EXERCISE DIRECTIONS ::
State only how many lines below include the word "canvas".

DATASET EXTRACT ::

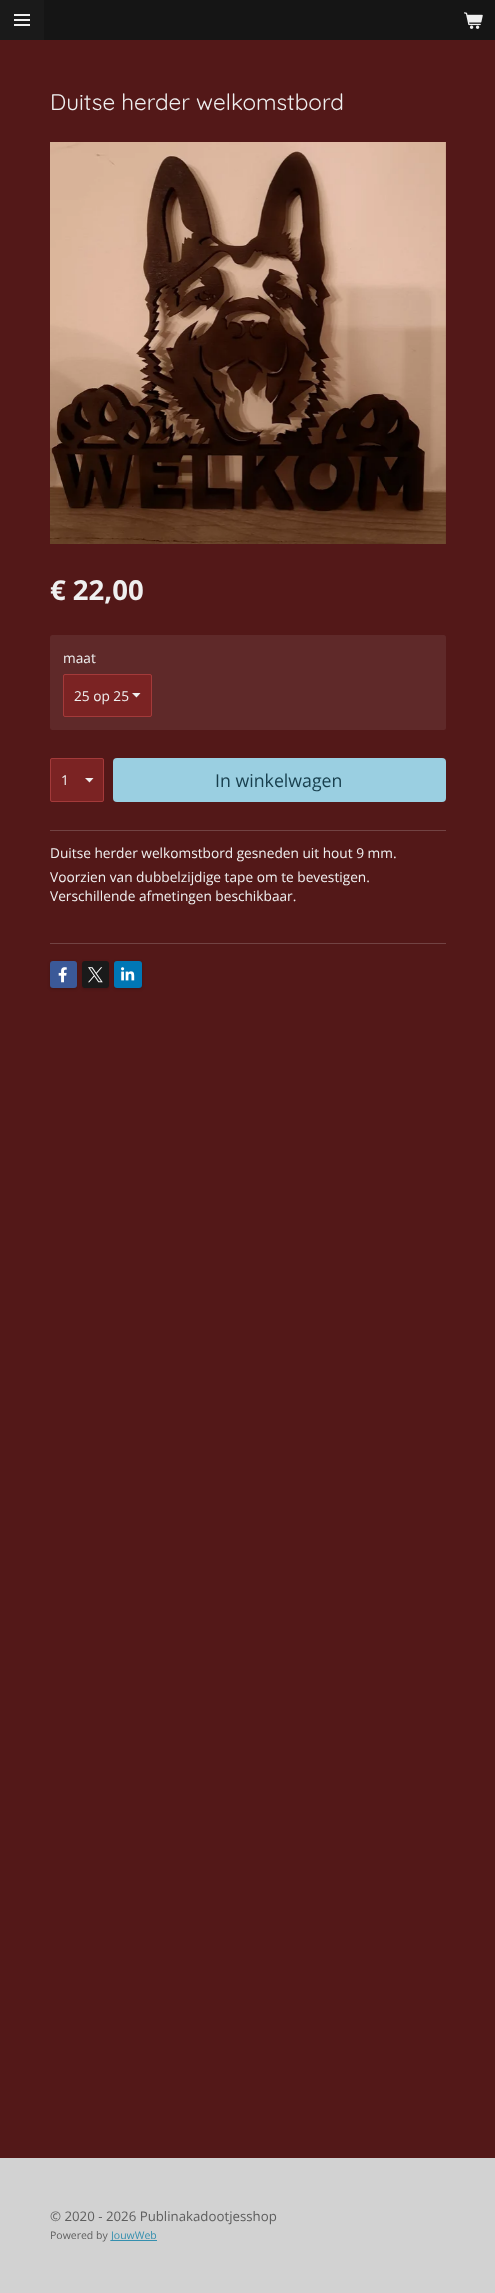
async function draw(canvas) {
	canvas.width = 495;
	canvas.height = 2293;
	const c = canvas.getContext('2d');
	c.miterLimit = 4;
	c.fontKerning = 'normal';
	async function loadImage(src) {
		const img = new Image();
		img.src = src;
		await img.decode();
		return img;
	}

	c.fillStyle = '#531818';
	c.fillRect(0, 0, 495, 2293);
	for (const [x, y, w, h, color] of [
		[0, 0, 44, 40, '#1a1a1a'],
		[14, 19, 16, 2, '#efefef'],
		[14, 14, 16, 2, '#efefef'],
		[14, 24, 16, 2, '#efefef'],
		[44, 0, 451, 40, '#151515'],
	]) {
		c.fillStyle = color;
		c.fillRect(x, y, w, h);
	}
	c.drawImage(await loadImage('img1.png'), 464, 12, 19, 17);
	c.font = '22.5px Quicksand';
	c.fillStyle = '#efefef';
	c.fillText('Duitse herder welkomstbord', 50, 110);
	c.drawImage(await loadImage('img2.png'), 50, 142, 396, 402);
	c.font = 'bold 27.5px Open Sans';
	c.fillText('€ 22,00', 50, 600);
	c.fillStyle = '#5f2929';
	c.beginPath();
	c.roundRect(50, 635, 396, 95, 2.5);
	c.fill();
	c.font = '13.7px Open Sans';
	c.fillStyle = '#efefef';
	c.fillText('maat', 63, 663);
	c.fillStyle = '#7b2323';
	c.beginPath();
	c.roundRect(63, 674, 89, 43, 2);
	c.fill();
	c.fillStyle = '#efefef';
	c.beginPath();
	c.moveTo(136.5, 697.5);
	c.lineTo(132, 693);
	c.lineTo(140.5, 693);
	c.closePath();
	c.fill();
	c.beginPath();
	c.roundRect(63.5, 674.5, 88, 42, 1.5);
	c.strokeStyle = '#cd515180';
	c.stroke();
	c.fillText('25 op 25', 74, 701);
	c.fillStyle = '#7b2323';
	c.beginPath();
	c.roundRect(50, 758, 54, 44, 2);
	c.fill();
	c.fillStyle = '#efefef';
	c.beginPath();
	c.moveTo(89.5, 782.5);
	c.lineTo(85, 778);
	c.lineTo(93.5, 778);
	c.closePath();
	c.fill();
	c.beginPath();
	c.roundRect(50.5, 758.5, 53, 43, 1.5);
	c.stroke();
	c.fillText('1', 61, 785);
	c.fillStyle = '#9acfe1';
	c.beginPath();
	c.roundRect(113, 758, 333, 44, 4);
	c.fill();
	c.font = '17.75px Open Sans';
	c.fillStyle = '#173e4c';
	c.fillText('In winkelwagen', 215, 787);
	c.fillStyle = '#724343';
	c.fillRect(50, 830, 396, 1);
	c.font = '13.7px Open Sans';
	c.fillStyle = '#efefef';
	for (const [text, x, y] of [
		['Duitse herder welkomstbord gesneden uit hout 9 mm.', 50, 858],
		['Voorzien van dubbelzijdige tape om te bevestigen.', 50, 882],
		['Verschillende afmetingen beschikbaar.', 50, 901],
	]) {
		c.fillText(text, x, y);
	}
	c.fillStyle = '#724343';
	c.fillRect(50, 943, 396, 1);
	c.fillStyle = '#00000033';
	c.filter = 'blur(1.5px)';
	c.beginPath();
	c.roundRect(50, 962, 27, 27, 3);
	c.fill();
	c.filter = 'none';
	c.fillStyle = '#3b5998';
	c.beginPath();
	c.roundRect(50, 961, 27, 27, 3);
	c.fill();
	c.drawImage(await loadImage('img3.png'), 58, 967, 9, 16);
	c.fillStyle = '#00000033';
	c.filter = 'blur(1.5px)';
	c.beginPath();
	c.roundRect(82, 962, 27, 27, 3);
	c.fill();
	c.filter = 'none';
	c.fillStyle = '#1a1a1a';
	c.beginPath();
	c.roundRect(82, 961, 27, 27, 3);
	c.fill();
	c.drawImage(await loadImage('img4.png'), 88, 967, 15, 16);
	c.fillStyle = '#00000033';
	c.filter = 'blur(1.5px)';
	c.beginPath();
	c.roundRect(114, 962, 28, 27, 3);
	c.fill();
	c.filter = 'none';
	c.fillStyle = '#0077b5';
	c.beginPath();
	c.roundRect(114, 961, 28, 27, 3);
	c.fill();
	c.drawImage(await loadImage('img5.png'), 121, 967, 14, 14);
	c.fillStyle = '#d2d2d2';
	c.fillRect(0, 2158, 495, 135);
	c.font = '13.25px Open Sans';
	c.fillStyle = '#5e5e5e';
	c.fillText('© 2020 - 2026 Publinakadootjesshop', 50, 2221);
	c.font = '10.5px Open Sans';
	c.fillText('Powered by', 50, 2239);
	c.fillStyle = '#348fae';
	c.fillRect(111, 2240, 46, 1);
	c.fillText('JouwWeb', 111, 2239);
}

draw(document.querySelector('canvas'));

RESPONSE TO THE EXERCISE ::
5